Wednesday, September 26, 2012

SPRING IN SYDNEY

Nothing isolates you as much as the constant closeness of the city.
It tugs at your twisting intestines and planes away the sharp edges of your brain.
You conform to the formality at the corrosive cost of discarded sensibility.
Your deadened body becomes invisible to all but looters and miscreants.

Respectable institutions vie for any spare space in the scarfaced skyline,

Their foundations built on the princely proceeds of extortion and extinction,
And their stately steel frames funded by debt and stolen goods and slavery,
While the traffic terrorises you and demands nothing less than elite athleticism.

No-one else seems so beset with such forgettable anonymity -

There is unseen purpose and apparent direction in their speedy strides.
Their faces are flushed with extant expectations and rude rewards
And their eyes glimmer and glow as if they had never known loneliness.

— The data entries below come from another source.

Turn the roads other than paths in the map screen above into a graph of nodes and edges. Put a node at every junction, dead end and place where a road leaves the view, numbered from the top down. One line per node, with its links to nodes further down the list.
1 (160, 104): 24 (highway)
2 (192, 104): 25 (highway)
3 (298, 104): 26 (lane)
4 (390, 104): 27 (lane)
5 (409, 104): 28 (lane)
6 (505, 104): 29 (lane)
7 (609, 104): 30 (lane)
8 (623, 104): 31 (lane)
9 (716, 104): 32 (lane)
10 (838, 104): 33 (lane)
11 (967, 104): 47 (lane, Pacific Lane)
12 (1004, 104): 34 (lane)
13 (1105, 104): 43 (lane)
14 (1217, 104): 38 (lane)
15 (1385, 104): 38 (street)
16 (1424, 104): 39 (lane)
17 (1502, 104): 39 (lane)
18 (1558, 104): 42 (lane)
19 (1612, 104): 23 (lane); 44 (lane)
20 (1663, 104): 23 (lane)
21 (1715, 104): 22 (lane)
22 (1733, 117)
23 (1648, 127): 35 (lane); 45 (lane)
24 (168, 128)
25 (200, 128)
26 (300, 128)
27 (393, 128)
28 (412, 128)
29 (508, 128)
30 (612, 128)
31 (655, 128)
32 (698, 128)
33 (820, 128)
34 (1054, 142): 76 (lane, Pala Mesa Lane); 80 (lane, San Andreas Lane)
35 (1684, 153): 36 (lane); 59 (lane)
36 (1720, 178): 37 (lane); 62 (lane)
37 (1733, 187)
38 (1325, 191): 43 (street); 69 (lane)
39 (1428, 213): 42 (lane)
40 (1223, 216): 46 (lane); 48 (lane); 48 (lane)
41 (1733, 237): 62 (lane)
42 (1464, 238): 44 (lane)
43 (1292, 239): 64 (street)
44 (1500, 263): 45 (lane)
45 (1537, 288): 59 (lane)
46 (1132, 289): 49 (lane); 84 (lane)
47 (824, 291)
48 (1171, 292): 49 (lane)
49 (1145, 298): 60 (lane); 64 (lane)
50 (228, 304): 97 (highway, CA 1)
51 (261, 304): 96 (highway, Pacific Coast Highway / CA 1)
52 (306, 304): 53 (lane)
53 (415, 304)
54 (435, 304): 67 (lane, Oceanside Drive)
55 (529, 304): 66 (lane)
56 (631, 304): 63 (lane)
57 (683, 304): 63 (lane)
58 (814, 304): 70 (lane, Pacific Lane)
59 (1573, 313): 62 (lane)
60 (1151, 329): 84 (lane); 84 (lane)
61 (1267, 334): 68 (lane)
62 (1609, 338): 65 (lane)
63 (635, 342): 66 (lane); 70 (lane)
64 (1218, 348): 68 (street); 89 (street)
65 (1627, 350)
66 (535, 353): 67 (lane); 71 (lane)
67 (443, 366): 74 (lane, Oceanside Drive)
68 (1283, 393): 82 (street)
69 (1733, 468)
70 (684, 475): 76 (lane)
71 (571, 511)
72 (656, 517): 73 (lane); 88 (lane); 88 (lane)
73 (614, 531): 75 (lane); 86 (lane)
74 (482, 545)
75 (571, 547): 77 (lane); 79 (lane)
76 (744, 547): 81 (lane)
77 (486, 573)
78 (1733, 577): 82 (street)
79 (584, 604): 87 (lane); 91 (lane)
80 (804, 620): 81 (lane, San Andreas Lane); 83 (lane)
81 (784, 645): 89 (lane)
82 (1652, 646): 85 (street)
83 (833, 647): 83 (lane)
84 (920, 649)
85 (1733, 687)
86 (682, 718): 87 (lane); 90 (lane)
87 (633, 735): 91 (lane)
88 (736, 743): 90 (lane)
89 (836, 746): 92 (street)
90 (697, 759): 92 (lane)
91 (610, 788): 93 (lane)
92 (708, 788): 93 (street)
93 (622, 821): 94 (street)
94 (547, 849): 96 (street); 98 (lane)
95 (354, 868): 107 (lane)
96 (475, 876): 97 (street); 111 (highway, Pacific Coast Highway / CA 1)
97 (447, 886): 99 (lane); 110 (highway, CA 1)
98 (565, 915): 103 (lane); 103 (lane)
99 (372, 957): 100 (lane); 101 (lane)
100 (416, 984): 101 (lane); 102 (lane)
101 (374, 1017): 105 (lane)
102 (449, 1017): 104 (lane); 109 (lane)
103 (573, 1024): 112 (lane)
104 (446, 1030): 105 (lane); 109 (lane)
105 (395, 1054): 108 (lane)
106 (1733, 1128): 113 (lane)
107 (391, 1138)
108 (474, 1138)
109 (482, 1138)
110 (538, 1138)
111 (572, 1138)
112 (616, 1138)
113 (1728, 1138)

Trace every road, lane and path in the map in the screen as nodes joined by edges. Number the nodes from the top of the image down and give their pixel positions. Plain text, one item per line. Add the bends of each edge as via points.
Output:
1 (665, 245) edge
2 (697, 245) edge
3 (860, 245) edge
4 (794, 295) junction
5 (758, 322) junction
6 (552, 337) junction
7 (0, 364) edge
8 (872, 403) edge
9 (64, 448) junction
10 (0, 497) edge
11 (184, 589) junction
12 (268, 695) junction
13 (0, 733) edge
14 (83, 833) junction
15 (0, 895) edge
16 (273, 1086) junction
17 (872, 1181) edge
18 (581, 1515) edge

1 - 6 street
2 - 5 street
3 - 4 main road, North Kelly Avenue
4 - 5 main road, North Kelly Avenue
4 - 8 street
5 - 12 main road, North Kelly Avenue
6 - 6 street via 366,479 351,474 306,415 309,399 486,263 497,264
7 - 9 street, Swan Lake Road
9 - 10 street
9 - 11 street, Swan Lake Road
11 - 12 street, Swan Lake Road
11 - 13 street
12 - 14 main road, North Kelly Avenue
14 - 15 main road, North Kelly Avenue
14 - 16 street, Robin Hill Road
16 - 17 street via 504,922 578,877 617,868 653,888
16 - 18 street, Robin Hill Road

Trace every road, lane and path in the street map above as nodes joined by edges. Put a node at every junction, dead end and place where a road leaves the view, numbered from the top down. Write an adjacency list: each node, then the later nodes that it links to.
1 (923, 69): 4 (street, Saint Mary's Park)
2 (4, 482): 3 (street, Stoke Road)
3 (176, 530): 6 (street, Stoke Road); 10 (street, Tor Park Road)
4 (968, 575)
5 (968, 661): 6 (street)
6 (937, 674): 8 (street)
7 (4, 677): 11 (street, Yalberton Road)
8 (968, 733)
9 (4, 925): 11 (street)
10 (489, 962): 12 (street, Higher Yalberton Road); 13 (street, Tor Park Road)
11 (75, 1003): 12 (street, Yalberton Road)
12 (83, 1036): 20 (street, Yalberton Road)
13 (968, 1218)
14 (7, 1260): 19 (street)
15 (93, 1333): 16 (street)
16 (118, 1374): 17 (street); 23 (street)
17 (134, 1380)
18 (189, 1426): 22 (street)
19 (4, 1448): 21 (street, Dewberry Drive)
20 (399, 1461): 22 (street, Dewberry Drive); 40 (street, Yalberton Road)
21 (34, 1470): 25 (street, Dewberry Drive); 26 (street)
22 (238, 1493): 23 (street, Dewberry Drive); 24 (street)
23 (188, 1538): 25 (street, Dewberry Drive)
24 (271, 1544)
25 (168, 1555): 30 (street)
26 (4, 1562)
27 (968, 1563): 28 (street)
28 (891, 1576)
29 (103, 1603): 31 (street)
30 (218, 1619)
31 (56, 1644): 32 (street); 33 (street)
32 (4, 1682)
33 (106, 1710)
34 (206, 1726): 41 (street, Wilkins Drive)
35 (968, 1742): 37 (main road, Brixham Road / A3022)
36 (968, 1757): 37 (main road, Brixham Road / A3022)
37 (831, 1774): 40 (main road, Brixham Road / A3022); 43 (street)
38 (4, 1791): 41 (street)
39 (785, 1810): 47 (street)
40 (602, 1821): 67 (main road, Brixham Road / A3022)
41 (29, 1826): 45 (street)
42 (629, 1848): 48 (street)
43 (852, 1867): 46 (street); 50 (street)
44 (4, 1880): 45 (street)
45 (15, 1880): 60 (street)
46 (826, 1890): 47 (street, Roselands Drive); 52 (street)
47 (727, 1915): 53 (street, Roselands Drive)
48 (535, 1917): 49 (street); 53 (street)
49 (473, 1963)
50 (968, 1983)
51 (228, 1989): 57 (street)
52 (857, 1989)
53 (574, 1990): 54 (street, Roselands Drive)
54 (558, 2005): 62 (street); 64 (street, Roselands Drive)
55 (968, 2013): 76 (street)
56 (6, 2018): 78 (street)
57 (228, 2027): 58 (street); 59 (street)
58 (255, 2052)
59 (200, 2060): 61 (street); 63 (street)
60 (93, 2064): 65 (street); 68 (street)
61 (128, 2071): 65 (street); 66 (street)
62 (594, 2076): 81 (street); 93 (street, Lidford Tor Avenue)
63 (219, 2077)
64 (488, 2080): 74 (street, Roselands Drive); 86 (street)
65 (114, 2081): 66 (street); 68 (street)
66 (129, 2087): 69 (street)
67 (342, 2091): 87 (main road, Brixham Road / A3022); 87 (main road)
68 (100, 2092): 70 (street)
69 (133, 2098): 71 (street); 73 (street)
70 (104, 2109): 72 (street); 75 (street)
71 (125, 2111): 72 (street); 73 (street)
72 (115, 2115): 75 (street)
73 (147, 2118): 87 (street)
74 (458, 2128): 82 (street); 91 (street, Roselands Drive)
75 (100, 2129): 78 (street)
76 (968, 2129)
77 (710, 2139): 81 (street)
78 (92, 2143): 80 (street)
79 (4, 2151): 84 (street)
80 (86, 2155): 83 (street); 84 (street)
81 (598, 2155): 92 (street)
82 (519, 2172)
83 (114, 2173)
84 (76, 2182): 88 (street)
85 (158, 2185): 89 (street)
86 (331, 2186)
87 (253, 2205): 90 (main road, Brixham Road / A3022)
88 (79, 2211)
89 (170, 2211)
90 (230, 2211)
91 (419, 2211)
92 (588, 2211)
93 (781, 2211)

But the harbour still shimmers in a show of deep blue and tolerates no distress

And the gardens embrace the stacked sandstone shore with bright blissful blushes,
While the bridge stands sentinel with its steely span set simply at ever eternal
And the breeze blows the boats before it and chops the chaste cerulean swell.

In the afterglow rough hope can be rekindled

But every ignition requires a fiercer more foolhardy flame.